The Mudcat Café TM
Thread #70594   Message #1208247
Posted By: Nerd
15-Jun-04 - 10:31 PM
Thread Name: BS: Well, looky here... (Iraqi WMDs)
Subject: RE: BS: Well, looky here...
Well, before Teribuws returns in triumph to tell us that the student's work WAS published, it turns out that it was...but not in an actual academic journal. It was published in the Middle East Review of International Affairs, a vanity internet publication of a single professor, Barry Rubin, which in addition to the journal offers several of Rubin's self-published books.

In academia, internet journals are generally taken less seriously than actual paper publications, and thus attract less reliable research. Journals "owned and operated" by one person, as MERIA claims to be, are accorded even less respect. The fact that our student chose to publish there strongly suggests he could not publish elsewhere.

No disrespect to Professor Rubin, who by all accounts is a serious scholar, but one person should not have that much power over a journal's contents--especially since Rubin is also a right-wing Israeli hawk who writes a conservative column for the Jerusalem Post.
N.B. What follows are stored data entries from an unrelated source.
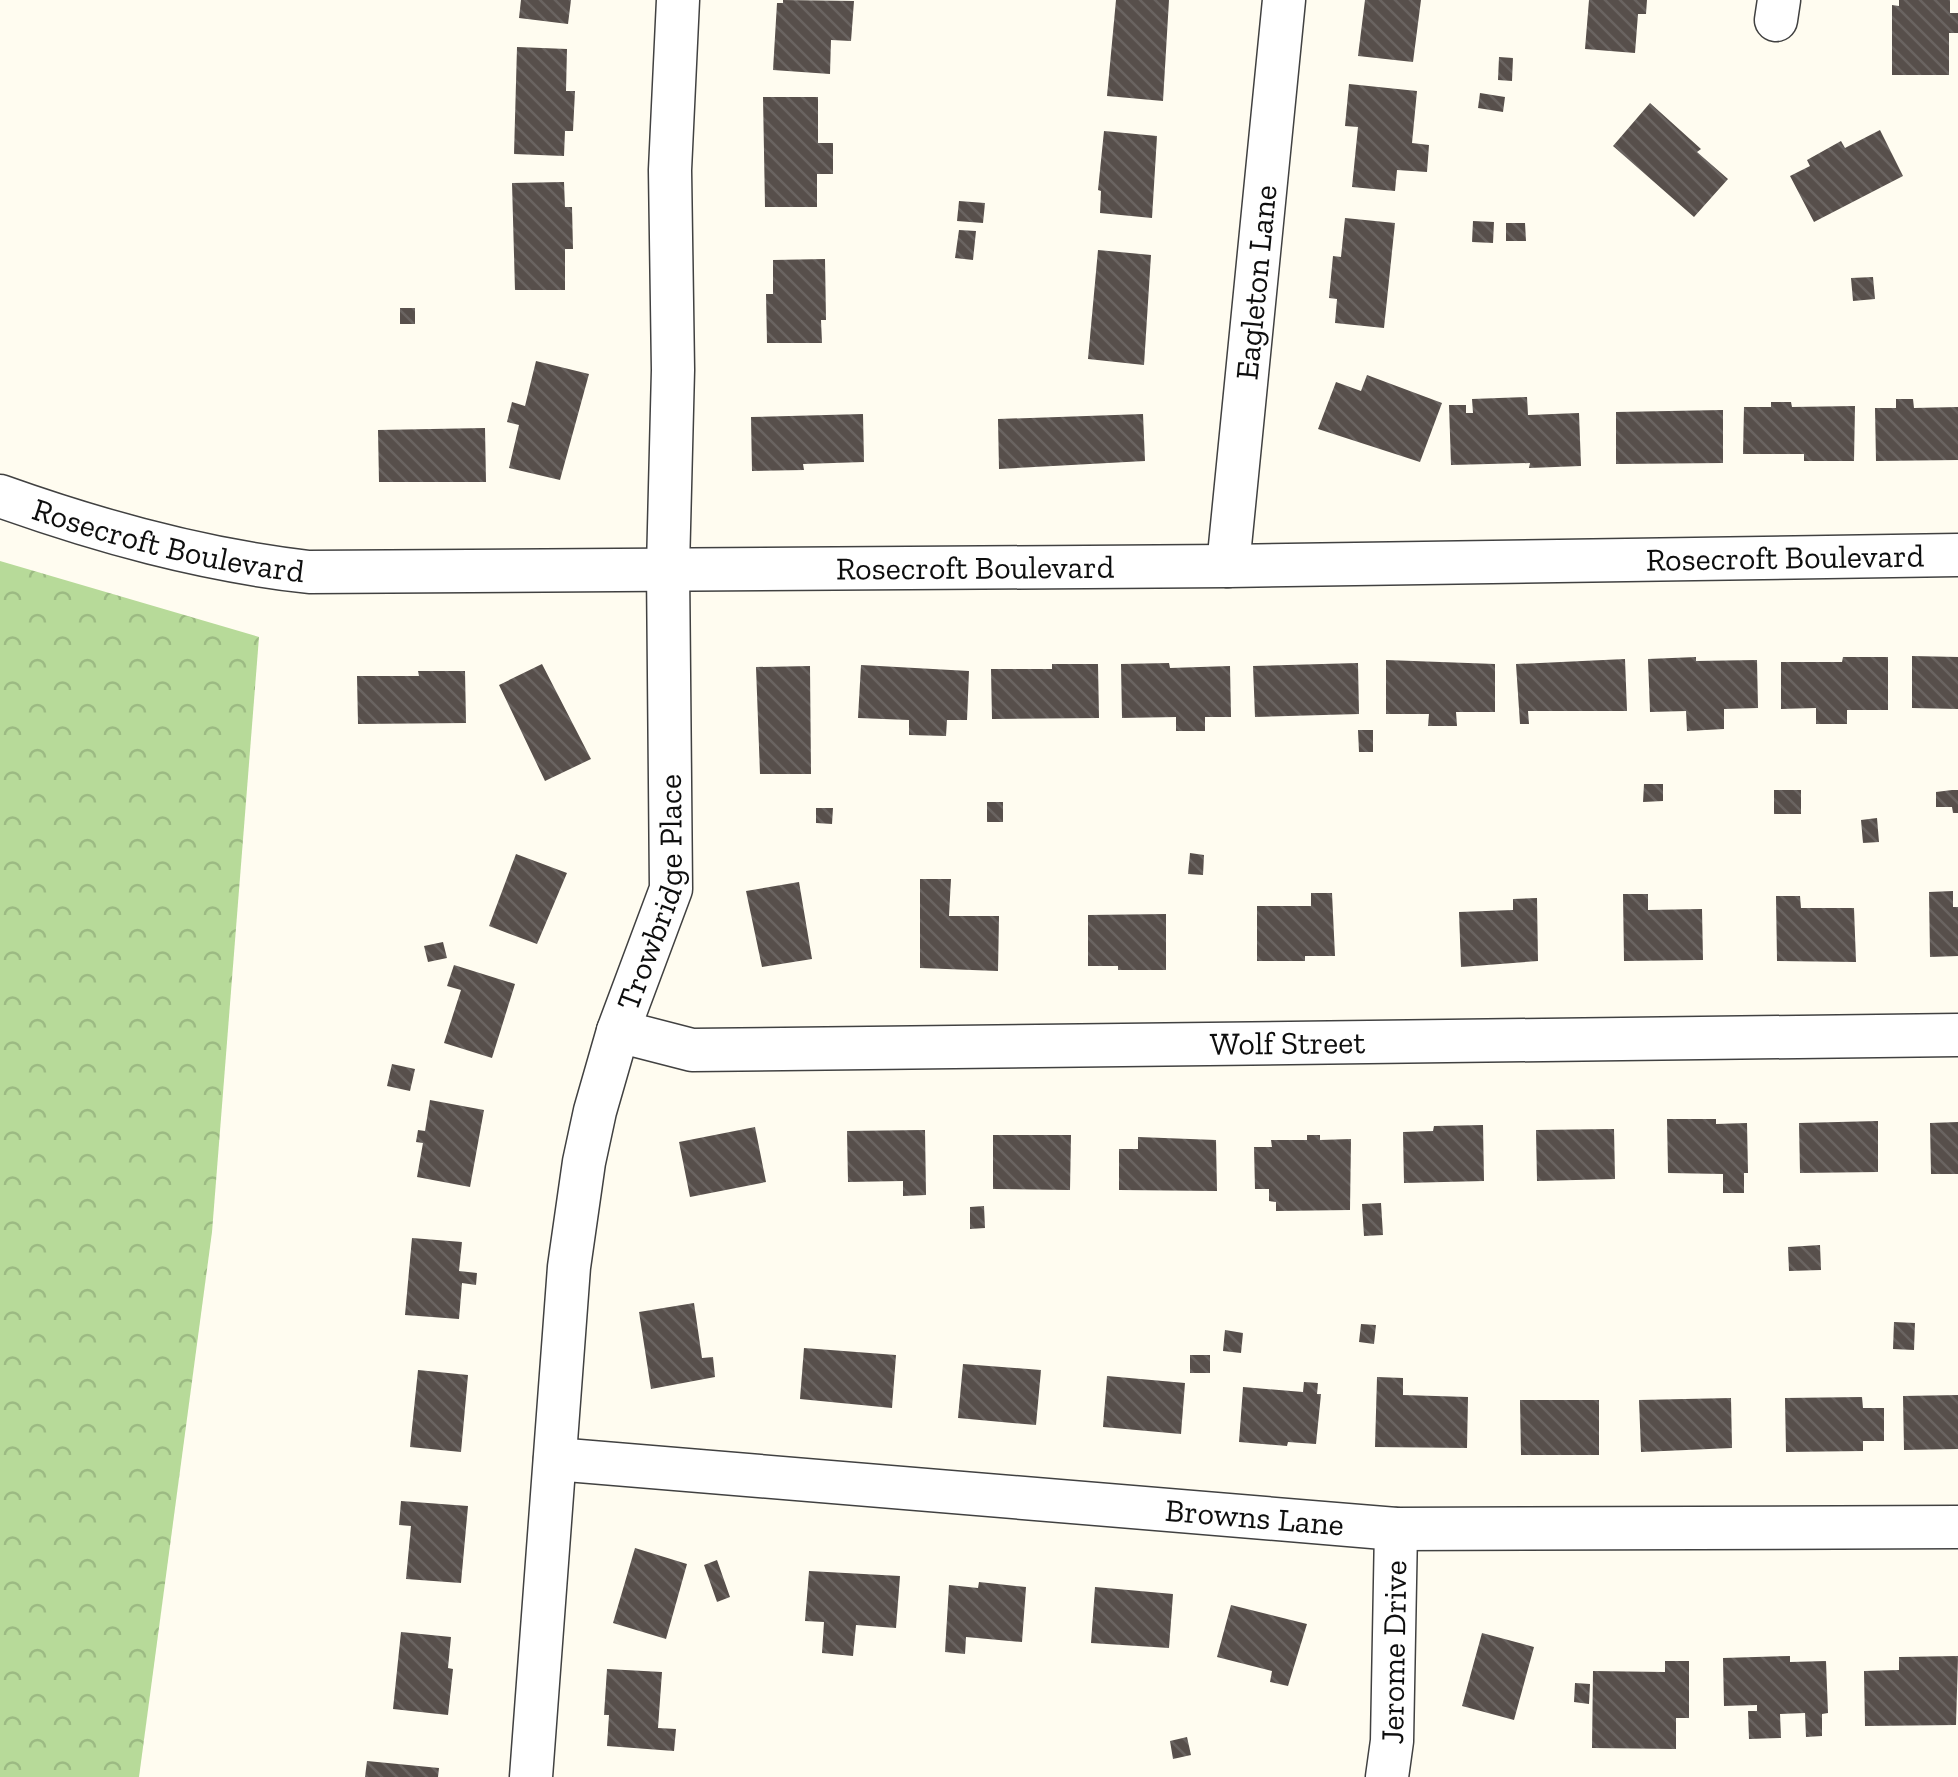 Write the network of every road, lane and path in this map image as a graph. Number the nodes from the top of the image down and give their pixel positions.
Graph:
1 (678, 0) edge
2 (1284, 0) edge
3 (0, 496) edge
4 (1958, 556) edge
5 (1228, 566) junction
6 (668, 567) junction
7 (618, 1031) junction
8 (1958, 1035) edge
9 (555, 1459) junction
10 (1958, 1526) edge
11 (1396, 1528) junction
12 (530, 1777) edge
13 (1387, 1777) edge

1 - 6 street, Trowbridge Place
2 - 5 street, Eagleton Lane
3 - 6 street, Rosecroft Boulevard
4 - 5 street, Rosecroft Boulevard
5 - 6 street, Rosecroft Boulevard
6 - 7 street, Trowbridge Place
7 - 8 street, Wolf Street
7 - 9 street, Trowbridge Place
9 - 11 street, Browns Lane
9 - 12 street, Trowbridge Place
10 - 11 street, Browns Lane
11 - 13 street, Jerome Drive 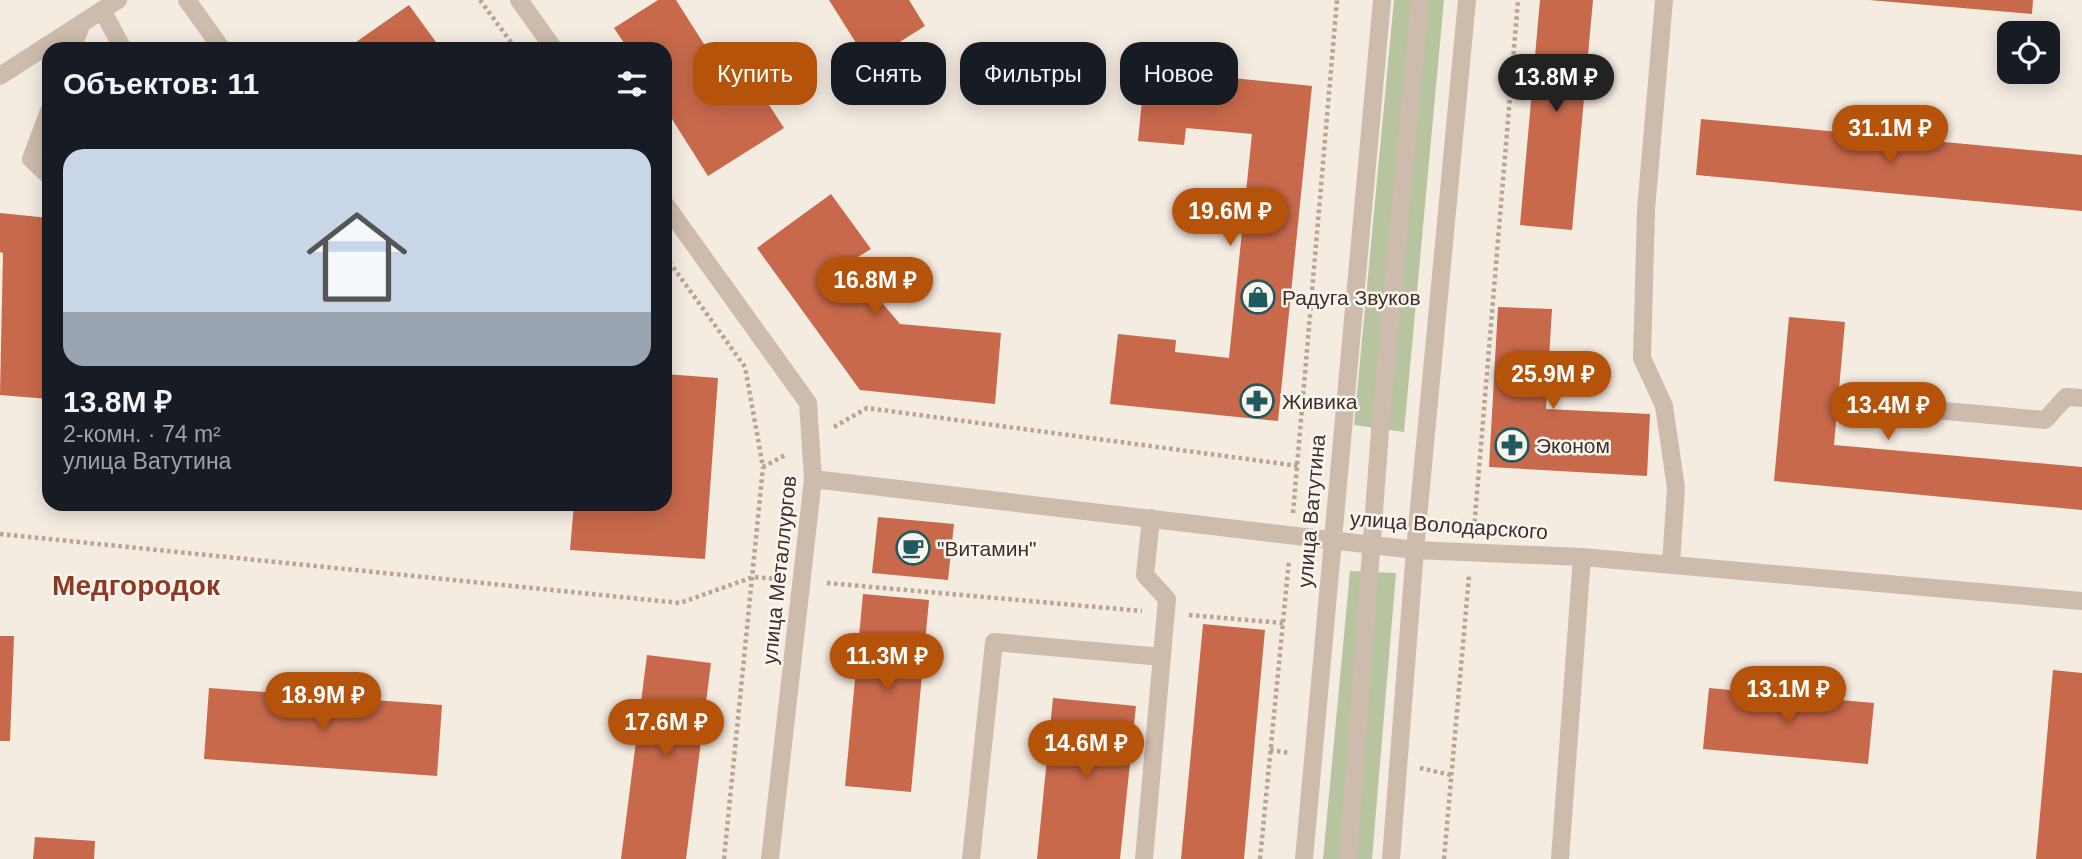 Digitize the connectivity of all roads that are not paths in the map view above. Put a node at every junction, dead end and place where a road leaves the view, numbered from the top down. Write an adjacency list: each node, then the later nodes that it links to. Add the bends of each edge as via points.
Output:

A political perspective is fine, but not when you have autocratic authority over the contents of what is ostensibly an objective scholarly publication.

BTW, while in grad school I did not even bother to publish in internet journals because it does your career no good--no one takes it seriously. I did, however, publish in some one-man operations--though none where the editor was so clearly positioned politically--and those papers have much less impact on my CV than the ones published in serious journals. So our student, Ibrahim Al-Marashi (who still seems to be a student as far as I can tell, not having graduated yet) apparently couldn't get this into a real journal.

Al-Marashi, by the way, has had some interesting things to say on the matter. He complains that his research was "sexed up," by which he means that Downing Street lied about Iraq supporting terrorist groups like Al-Qaida, which he claims they did not, and about numerous other matters in his work. I quote him:

These two dossiers have undermined serious research conducted by think-tanks and policy centres. Number 10 should leave the publications of such reports to professionals who have devoted their careers to such work.

The September 2002 dossier stated that 45 minutes is all Iraq needed to arm and deploy a chemical or biological weapon. Publishing such a figure only proves that Downing Street is not a proper research institution.

No professional analyst would publish a figure such as this, based on only one source. This time span does not take into account the complicated Iraqi chain of command and the technical requirements needed to prepare and launch such a weapon.


(http://www.telegraph.co.uk/opinion/main.jhtml?xml=/opinion/2003/06/05/do0501.xml)

In fairness, Al-Marashi says that more time is needed to assess whether Iraq had violated relevant UN sanctions concerning WMDs. In other words, while Al-Marashi may be more hawkish than some of our leftists, he too disagrees with the article Casual Observer posted here.